Each line of the records that holds the word "Niang" should be copied out.

INFORMATION: Begin

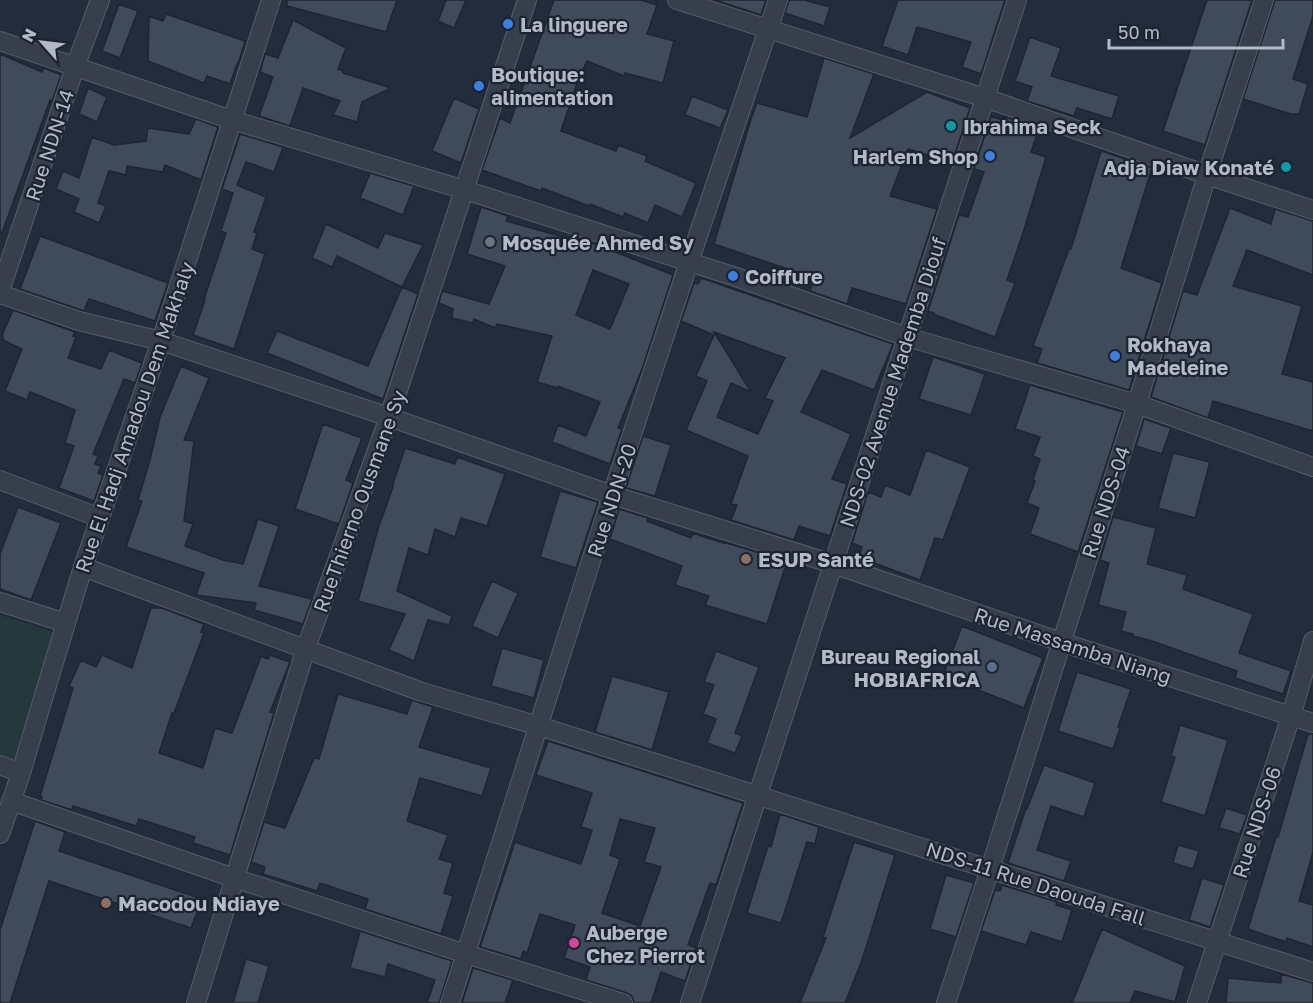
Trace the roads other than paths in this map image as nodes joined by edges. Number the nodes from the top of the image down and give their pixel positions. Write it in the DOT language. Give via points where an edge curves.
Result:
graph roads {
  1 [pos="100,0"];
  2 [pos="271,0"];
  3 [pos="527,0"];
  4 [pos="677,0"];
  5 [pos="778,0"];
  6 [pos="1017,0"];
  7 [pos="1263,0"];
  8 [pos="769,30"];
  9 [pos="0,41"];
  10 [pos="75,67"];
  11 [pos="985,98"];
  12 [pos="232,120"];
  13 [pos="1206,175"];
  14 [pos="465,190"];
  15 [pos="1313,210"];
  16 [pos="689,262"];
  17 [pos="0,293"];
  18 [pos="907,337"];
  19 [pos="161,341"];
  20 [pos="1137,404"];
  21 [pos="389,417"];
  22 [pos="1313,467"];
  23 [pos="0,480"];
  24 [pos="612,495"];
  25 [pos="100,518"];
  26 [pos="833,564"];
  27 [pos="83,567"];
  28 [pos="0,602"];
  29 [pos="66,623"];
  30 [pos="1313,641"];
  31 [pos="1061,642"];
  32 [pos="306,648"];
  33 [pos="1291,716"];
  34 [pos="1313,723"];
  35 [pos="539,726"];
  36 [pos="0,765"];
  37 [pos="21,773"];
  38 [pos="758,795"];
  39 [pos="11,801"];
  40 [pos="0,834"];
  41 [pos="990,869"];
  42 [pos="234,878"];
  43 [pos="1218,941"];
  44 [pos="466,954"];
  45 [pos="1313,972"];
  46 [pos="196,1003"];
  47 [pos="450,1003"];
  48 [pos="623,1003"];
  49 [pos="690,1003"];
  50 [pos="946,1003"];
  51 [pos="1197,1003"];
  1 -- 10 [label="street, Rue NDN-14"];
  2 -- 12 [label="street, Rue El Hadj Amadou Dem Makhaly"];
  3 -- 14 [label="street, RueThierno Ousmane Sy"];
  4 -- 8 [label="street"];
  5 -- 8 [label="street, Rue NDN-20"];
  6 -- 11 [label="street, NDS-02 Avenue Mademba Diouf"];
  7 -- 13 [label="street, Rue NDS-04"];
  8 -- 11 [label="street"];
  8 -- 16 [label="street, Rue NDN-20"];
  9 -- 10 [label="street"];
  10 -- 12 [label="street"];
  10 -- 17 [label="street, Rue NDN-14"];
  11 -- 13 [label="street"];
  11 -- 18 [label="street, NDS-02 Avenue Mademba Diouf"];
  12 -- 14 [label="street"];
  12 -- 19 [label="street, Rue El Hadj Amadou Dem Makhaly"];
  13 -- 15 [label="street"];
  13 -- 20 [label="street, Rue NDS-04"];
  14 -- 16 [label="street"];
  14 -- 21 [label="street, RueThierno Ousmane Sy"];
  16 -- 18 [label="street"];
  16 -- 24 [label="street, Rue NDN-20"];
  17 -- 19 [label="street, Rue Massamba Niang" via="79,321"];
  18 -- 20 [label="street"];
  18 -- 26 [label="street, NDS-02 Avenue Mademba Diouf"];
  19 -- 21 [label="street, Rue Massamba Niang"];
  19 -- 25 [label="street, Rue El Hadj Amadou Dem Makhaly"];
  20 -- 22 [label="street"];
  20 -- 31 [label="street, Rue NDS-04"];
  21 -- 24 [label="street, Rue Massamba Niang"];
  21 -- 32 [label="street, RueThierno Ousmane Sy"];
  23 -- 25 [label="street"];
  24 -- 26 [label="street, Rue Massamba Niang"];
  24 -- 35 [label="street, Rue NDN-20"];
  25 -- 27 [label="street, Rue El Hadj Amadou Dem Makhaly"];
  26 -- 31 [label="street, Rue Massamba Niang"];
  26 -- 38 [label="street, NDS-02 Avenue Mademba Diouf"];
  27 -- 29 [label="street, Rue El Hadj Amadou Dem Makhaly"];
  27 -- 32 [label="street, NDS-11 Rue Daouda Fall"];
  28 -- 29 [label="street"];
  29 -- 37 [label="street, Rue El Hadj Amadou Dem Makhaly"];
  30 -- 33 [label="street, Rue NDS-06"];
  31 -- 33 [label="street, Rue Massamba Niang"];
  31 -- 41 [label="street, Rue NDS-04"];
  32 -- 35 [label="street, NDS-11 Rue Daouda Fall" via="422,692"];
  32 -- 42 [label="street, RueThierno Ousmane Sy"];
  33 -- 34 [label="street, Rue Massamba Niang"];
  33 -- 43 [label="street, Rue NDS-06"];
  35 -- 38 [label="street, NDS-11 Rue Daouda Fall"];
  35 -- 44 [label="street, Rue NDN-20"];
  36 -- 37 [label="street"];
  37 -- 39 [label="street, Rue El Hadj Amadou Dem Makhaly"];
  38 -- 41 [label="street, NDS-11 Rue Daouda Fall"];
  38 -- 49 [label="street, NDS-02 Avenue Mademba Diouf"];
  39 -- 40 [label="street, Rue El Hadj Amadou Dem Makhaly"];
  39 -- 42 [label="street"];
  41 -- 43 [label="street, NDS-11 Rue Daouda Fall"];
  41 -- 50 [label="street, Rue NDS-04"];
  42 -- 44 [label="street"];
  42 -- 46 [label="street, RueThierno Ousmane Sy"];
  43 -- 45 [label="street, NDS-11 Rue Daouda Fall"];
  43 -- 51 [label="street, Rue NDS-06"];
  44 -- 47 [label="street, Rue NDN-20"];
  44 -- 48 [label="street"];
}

INFORMATION: End

* **RESPONSE**
  17 -- 19 [label="street, Rue Massamba Niang" via="79,321"];
  19 -- 21 [label="street, Rue Massamba Niang"];
  21 -- 24 [label="street, Rue Massamba Niang"];
  24 -- 26 [label="street, Rue Massamba Niang"];
  26 -- 31 [label="street, Rue Massamba Niang"];
  31 -- 33 [label="street, Rue Massamba Niang"];
  33 -- 34 [label="street, Rue Massamba Niang"];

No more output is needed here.